THE PROBLEM:
The data below should be copied out exactly, with its pictures omitted.

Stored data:
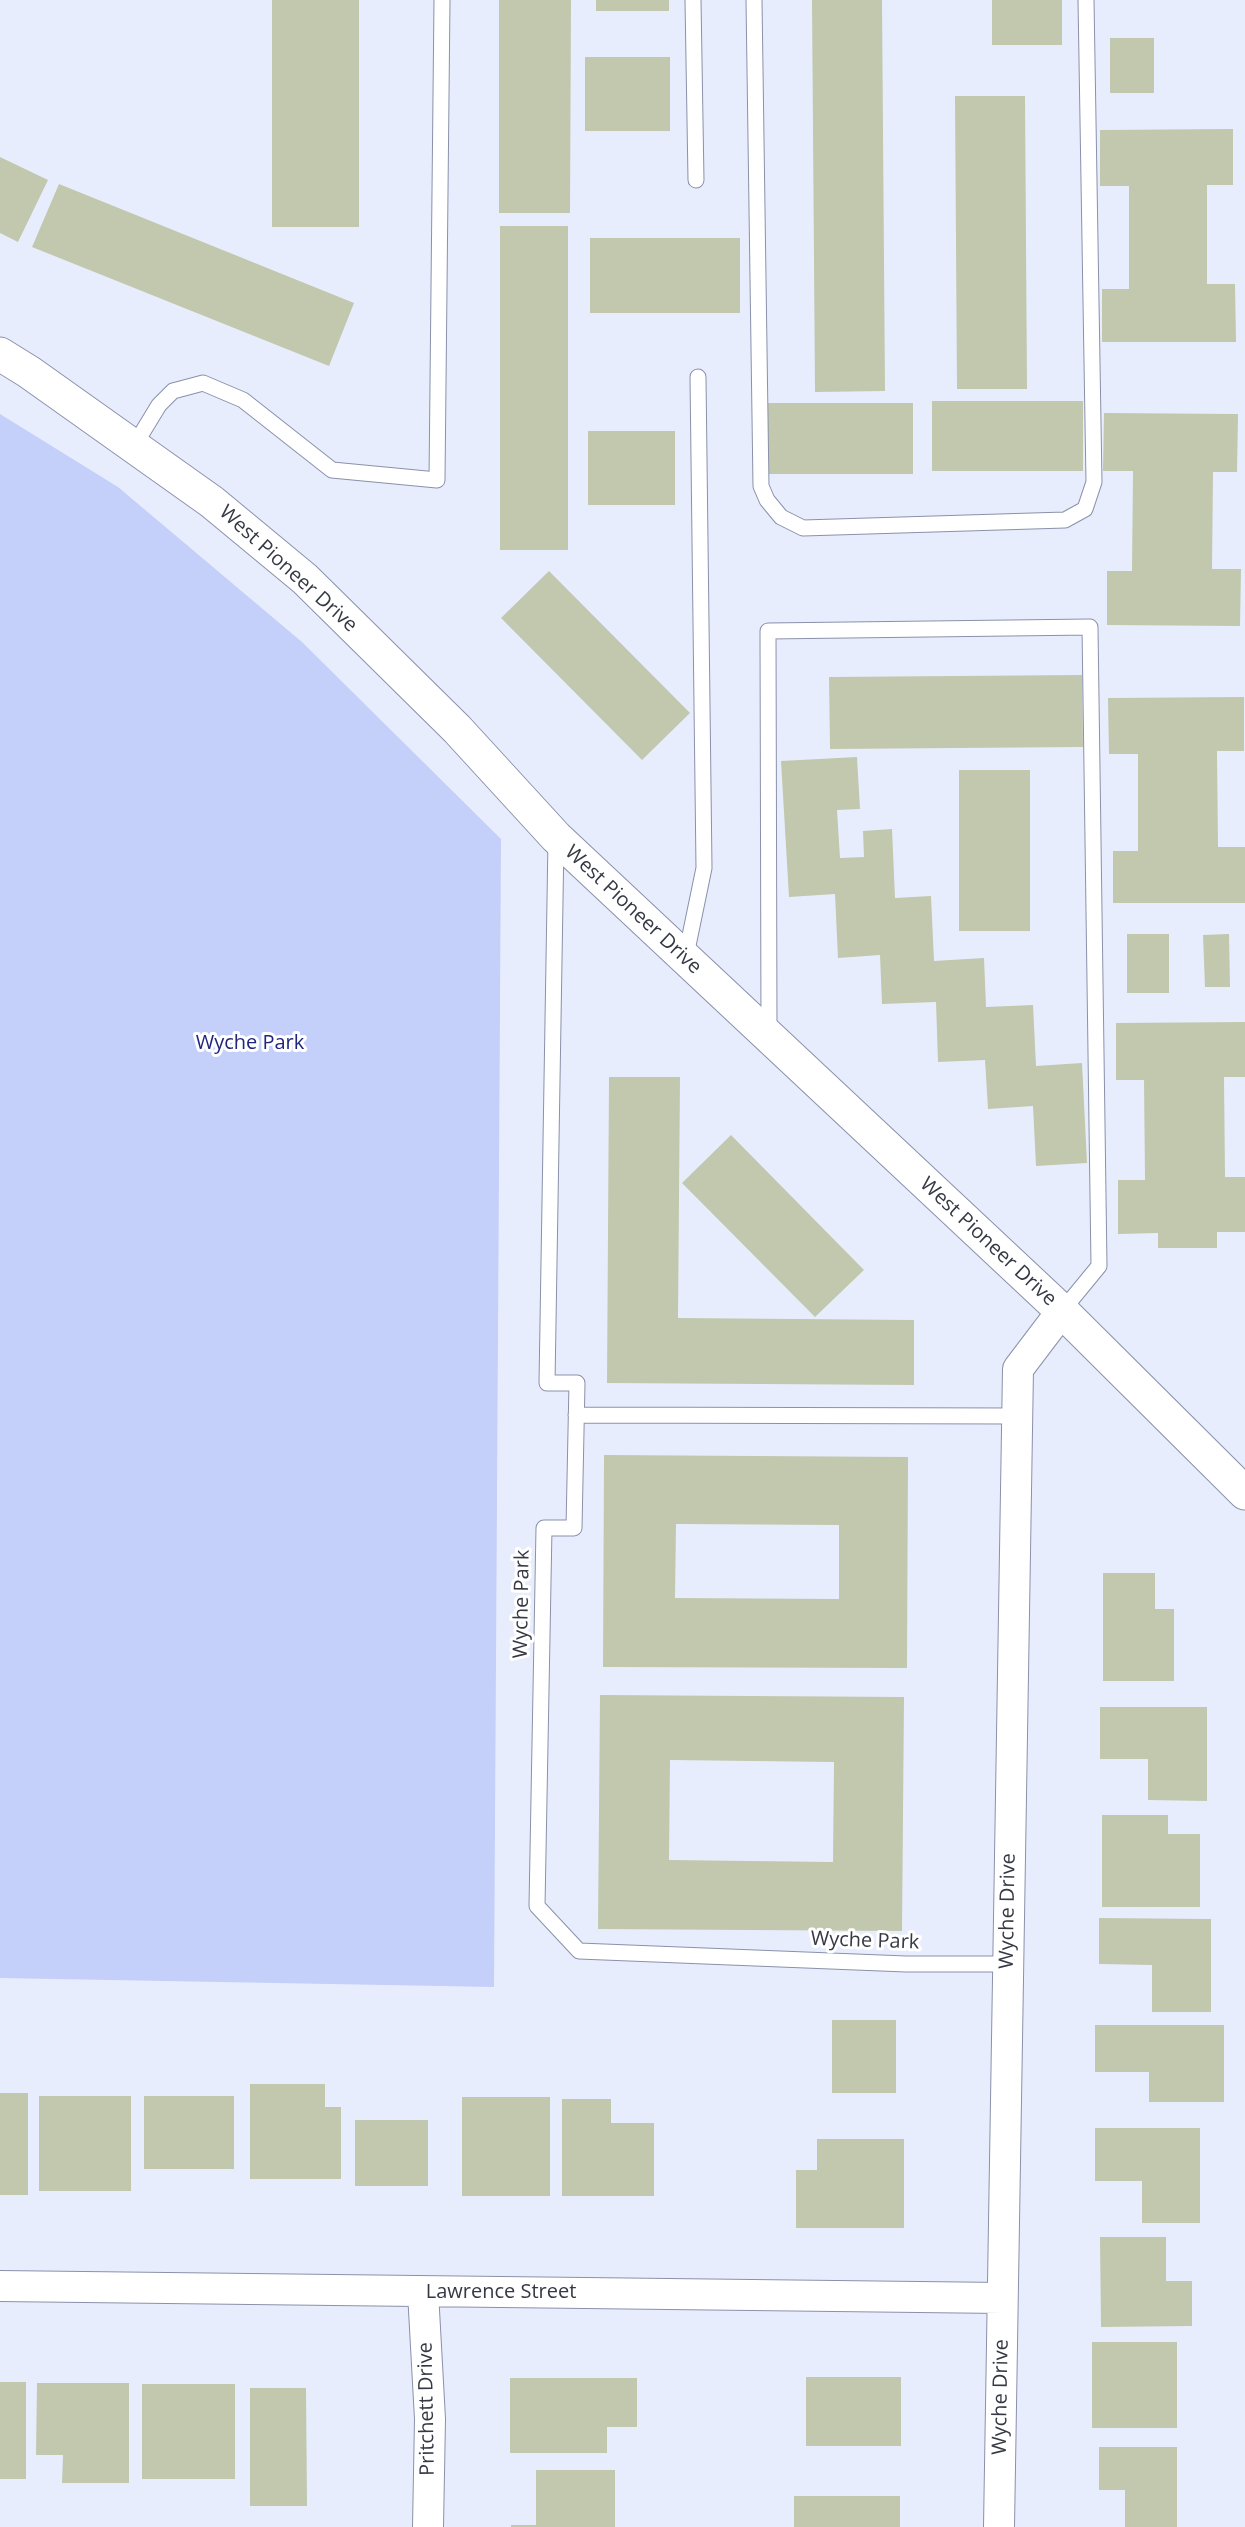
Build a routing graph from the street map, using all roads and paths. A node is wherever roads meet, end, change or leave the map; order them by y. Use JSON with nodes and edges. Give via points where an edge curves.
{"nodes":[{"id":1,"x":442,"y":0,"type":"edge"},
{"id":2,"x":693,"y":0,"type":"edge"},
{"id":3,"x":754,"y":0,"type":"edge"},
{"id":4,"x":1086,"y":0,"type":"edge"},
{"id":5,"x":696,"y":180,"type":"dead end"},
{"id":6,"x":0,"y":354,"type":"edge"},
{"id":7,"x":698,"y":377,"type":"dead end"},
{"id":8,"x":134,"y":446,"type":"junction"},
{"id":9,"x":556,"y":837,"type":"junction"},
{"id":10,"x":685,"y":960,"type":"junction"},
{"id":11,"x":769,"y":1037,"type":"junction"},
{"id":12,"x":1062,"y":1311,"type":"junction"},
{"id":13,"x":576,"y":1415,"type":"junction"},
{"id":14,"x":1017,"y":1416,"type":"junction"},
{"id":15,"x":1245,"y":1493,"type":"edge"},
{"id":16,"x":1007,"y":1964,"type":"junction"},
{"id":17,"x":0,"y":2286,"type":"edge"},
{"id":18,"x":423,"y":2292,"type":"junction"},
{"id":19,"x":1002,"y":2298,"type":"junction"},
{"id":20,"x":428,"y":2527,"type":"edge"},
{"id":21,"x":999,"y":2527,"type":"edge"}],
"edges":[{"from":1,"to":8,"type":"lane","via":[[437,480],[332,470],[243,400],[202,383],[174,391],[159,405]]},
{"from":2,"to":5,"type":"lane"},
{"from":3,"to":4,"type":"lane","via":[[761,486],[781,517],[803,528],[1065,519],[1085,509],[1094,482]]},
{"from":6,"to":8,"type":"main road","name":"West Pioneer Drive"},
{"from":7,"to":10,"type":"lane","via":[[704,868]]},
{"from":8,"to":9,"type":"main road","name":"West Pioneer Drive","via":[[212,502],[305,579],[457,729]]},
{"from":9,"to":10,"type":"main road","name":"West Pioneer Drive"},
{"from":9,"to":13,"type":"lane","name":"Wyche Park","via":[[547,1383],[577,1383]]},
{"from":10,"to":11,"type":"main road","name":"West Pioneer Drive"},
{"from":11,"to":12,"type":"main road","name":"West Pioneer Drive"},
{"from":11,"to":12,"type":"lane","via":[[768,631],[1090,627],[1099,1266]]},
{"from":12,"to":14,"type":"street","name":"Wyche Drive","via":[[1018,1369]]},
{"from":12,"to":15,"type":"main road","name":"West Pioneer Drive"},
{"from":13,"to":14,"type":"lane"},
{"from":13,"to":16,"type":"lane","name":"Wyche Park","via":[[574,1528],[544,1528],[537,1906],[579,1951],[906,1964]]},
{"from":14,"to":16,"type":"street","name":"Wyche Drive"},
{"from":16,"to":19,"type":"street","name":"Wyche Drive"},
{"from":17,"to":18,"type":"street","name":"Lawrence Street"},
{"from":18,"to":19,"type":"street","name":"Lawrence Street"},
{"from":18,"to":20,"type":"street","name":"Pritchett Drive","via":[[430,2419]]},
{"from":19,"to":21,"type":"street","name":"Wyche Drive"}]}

RESULT OF THE EXERCISE:
Build a routing graph from the street map, using all roads and paths. A node is wherever roads meet, end, change or leave the map; order them by y. Use JSON with nodes and edges. Give via points where an edge curves.
{"nodes":[{"id":1,"x":442,"y":0,"type":"edge"},
{"id":2,"x":693,"y":0,"type":"edge"},
{"id":3,"x":754,"y":0,"type":"edge"},
{"id":4,"x":1086,"y":0,"type":"edge"},
{"id":5,"x":696,"y":180,"type":"dead end"},
{"id":6,"x":0,"y":354,"type":"edge"},
{"id":7,"x":698,"y":377,"type":"dead end"},
{"id":8,"x":134,"y":446,"type":"junction"},
{"id":9,"x":556,"y":837,"type":"junction"},
{"id":10,"x":685,"y":960,"type":"junction"},
{"id":11,"x":769,"y":1037,"type":"junction"},
{"id":12,"x":1062,"y":1311,"type":"junction"},
{"id":13,"x":576,"y":1415,"type":"junction"},
{"id":14,"x":1017,"y":1416,"type":"junction"},
{"id":15,"x":1245,"y":1493,"type":"edge"},
{"id":16,"x":1007,"y":1964,"type":"junction"},
{"id":17,"x":0,"y":2286,"type":"edge"},
{"id":18,"x":423,"y":2292,"type":"junction"},
{"id":19,"x":1002,"y":2298,"type":"junction"},
{"id":20,"x":428,"y":2527,"type":"edge"},
{"id":21,"x":999,"y":2527,"type":"edge"}],
"edges":[{"from":1,"to":8,"type":"lane","via":[[437,480],[332,470],[243,400],[202,383],[174,391],[159,405]]},
{"from":2,"to":5,"type":"lane"},
{"from":3,"to":4,"type":"lane","via":[[761,486],[781,517],[803,528],[1065,519],[1085,509],[1094,482]]},
{"from":6,"to":8,"type":"main road","name":"West Pioneer Drive"},
{"from":7,"to":10,"type":"lane","via":[[704,868]]},
{"from":8,"to":9,"type":"main road","name":"West Pioneer Drive","via":[[212,502],[305,579],[457,729]]},
{"from":9,"to":10,"type":"main road","name":"West Pioneer Drive"},
{"from":9,"to":13,"type":"lane","name":"Wyche Park","via":[[547,1383],[577,1383]]},
{"from":10,"to":11,"type":"main road","name":"West Pioneer Drive"},
{"from":11,"to":12,"type":"main road","name":"West Pioneer Drive"},
{"from":11,"to":12,"type":"lane","via":[[768,631],[1090,627],[1099,1266]]},
{"from":12,"to":14,"type":"street","name":"Wyche Drive","via":[[1018,1369]]},
{"from":12,"to":15,"type":"main road","name":"West Pioneer Drive"},
{"from":13,"to":14,"type":"lane"},
{"from":13,"to":16,"type":"lane","name":"Wyche Park","via":[[574,1528],[544,1528],[537,1906],[579,1951],[906,1964]]},
{"from":14,"to":16,"type":"street","name":"Wyche Drive"},
{"from":16,"to":19,"type":"street","name":"Wyche Drive"},
{"from":17,"to":18,"type":"street","name":"Lawrence Street"},
{"from":18,"to":19,"type":"street","name":"Lawrence Street"},
{"from":18,"to":20,"type":"street","name":"Pritchett Drive","via":[[430,2419]]},
{"from":19,"to":21,"type":"street","name":"Wyche Drive"}]}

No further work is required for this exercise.